Weak supervision has shown promising results in many natural language processing tasks. such as Named Entity Recognition (NER). Existing work mainly focuses on learning deep NER models only with weak supervision, i.e., without any human annotation, and shows that by merely using weakly labeled data, one can achieve good performance, though still under-performs fully supervised NER with manually/strongly labeled data. In this paper, we consider a more practical scenario, where we have both a small amount of strongly labeled data and a large amount of weakly labeled data. Unfortunately, we observe that weakly labeled data does not necessarily improve, or even deteriorate the model performance (due to the extensive noise in the weak labels) when we train deep NER models over a simple or weighted combination of the strongly labeled and weakly labeled data. To address this issue, we propose a new multi-stage computational framework - NEEDLE with three essential ingredients: (1) weak label completion. (2) noise-aware loss function, and (3) final fine-tuning over the strongly labeled data. Through experiments on E-commerce query NER and Biomedical NER, we demonstrate that NEEDLE can effectively suppress the noise of the weak labels and outperforms existing methods. In particular, we achieve new SOTA F1-scores on 3 Biomedical NER datascts: BC5CDR-chem 93.74, BC5CDR-disease 90.69, NCBI-disease 92.28.
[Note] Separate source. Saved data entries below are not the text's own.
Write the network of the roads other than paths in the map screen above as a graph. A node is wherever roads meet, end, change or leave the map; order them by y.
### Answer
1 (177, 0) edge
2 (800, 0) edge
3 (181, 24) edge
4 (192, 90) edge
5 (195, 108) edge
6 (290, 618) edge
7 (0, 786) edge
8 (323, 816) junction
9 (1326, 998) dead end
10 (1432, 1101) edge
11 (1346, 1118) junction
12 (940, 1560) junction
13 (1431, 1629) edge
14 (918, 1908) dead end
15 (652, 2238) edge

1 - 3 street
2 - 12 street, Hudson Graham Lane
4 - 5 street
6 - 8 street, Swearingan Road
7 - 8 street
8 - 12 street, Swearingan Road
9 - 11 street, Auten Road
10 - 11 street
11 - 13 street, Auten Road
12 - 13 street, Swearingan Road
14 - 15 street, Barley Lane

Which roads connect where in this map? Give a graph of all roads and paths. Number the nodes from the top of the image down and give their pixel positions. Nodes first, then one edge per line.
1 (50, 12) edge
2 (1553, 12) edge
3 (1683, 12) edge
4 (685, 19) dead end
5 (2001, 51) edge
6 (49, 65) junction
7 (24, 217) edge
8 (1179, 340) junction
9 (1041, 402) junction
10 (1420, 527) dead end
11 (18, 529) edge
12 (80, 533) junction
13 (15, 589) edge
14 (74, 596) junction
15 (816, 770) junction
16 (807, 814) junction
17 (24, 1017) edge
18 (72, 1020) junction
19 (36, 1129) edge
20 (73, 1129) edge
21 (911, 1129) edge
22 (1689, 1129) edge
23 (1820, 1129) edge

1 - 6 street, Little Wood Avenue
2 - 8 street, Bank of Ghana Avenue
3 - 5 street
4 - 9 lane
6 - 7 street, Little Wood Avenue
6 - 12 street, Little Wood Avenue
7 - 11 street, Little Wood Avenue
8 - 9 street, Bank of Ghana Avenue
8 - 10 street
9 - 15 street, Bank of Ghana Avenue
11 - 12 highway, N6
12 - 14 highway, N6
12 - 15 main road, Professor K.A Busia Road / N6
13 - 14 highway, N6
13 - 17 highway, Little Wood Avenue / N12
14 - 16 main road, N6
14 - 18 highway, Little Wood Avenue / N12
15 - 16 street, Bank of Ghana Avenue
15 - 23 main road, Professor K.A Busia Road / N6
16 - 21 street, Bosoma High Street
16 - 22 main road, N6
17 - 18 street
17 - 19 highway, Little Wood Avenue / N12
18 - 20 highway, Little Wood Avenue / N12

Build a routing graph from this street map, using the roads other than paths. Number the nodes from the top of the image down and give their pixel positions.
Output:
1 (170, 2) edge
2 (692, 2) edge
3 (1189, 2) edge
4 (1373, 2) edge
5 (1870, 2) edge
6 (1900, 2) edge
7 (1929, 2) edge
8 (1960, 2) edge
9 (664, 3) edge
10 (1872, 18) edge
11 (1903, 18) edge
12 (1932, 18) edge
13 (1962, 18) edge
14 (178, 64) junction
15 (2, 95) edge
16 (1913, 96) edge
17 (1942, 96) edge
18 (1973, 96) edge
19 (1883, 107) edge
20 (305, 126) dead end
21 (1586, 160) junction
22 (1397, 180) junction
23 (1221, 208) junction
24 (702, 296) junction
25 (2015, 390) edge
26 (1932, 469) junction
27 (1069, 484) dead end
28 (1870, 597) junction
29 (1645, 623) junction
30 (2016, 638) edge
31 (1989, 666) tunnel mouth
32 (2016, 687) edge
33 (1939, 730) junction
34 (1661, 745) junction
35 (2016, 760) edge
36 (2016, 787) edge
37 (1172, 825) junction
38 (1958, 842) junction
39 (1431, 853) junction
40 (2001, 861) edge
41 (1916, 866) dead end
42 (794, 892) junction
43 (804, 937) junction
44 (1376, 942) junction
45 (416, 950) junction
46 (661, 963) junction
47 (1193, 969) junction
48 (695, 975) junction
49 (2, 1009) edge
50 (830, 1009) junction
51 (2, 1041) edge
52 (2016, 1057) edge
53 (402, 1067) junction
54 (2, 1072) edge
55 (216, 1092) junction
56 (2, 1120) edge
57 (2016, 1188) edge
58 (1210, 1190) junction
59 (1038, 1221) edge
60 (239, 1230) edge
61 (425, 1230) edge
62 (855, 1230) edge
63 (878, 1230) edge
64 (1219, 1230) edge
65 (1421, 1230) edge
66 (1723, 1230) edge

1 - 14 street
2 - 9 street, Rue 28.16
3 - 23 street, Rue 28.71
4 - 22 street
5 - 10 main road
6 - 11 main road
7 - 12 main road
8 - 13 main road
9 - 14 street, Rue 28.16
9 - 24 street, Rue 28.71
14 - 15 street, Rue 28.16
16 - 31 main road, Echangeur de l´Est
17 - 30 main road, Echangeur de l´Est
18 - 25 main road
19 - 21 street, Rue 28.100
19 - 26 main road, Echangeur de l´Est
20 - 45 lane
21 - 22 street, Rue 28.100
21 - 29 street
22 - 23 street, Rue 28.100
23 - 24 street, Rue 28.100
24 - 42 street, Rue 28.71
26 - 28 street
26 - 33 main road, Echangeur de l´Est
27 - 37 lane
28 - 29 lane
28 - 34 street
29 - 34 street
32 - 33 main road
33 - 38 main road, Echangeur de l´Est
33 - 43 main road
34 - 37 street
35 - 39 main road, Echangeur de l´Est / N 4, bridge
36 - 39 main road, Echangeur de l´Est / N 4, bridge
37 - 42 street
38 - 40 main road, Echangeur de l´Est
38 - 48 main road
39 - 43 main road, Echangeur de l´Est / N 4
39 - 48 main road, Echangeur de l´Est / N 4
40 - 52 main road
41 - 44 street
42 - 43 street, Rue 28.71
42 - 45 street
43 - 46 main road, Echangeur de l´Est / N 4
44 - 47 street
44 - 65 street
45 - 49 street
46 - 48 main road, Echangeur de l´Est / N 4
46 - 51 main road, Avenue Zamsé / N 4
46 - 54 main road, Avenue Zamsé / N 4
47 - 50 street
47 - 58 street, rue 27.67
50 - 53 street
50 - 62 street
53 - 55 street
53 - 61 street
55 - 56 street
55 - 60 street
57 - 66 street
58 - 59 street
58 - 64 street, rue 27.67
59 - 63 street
机译:弱监管显示了许多自然语言处理任务的有希望的结果。如命名实体识别(ner)。现有的工作主要专注于学习深层型号,只有弱监管,即没有任何人类注释,并且表明通过仅使用弱标记的数据,可以实现良好的性能,但仍然在手动/强烈标记的完全监督的内行数据。在本文中,我们考虑了更实际的场景,在那里我们拥有少量强烈标记的数据和大量弱标记的数据。不幸的是,我们观察到弱标记的数据并不一定改善,甚至甚至恶化模型性能(由于弱标签中的广泛噪音)在我们通过强烈标记和弱标记的数据的简单或加权组合中培训深层模型时。为了解决这个问题,我们提出了一种新的多阶段计算框架 - 针头有三种必需成分:(1)弱标签完成。 (2)噪声感知丢失功能,(3)在强标记数据上进行最终微调。通过对电子商务查询网和生物医学的实验,我们证明针可以有效地抑制弱标签的噪音和优于现有方法。特别是,我们在3个生物医学NER Datascts上实现了新的Sota F1分数:BC5CDR-Chem 93.74,BC5CDR-Dission 90.69,NCBI-Distress 92.28。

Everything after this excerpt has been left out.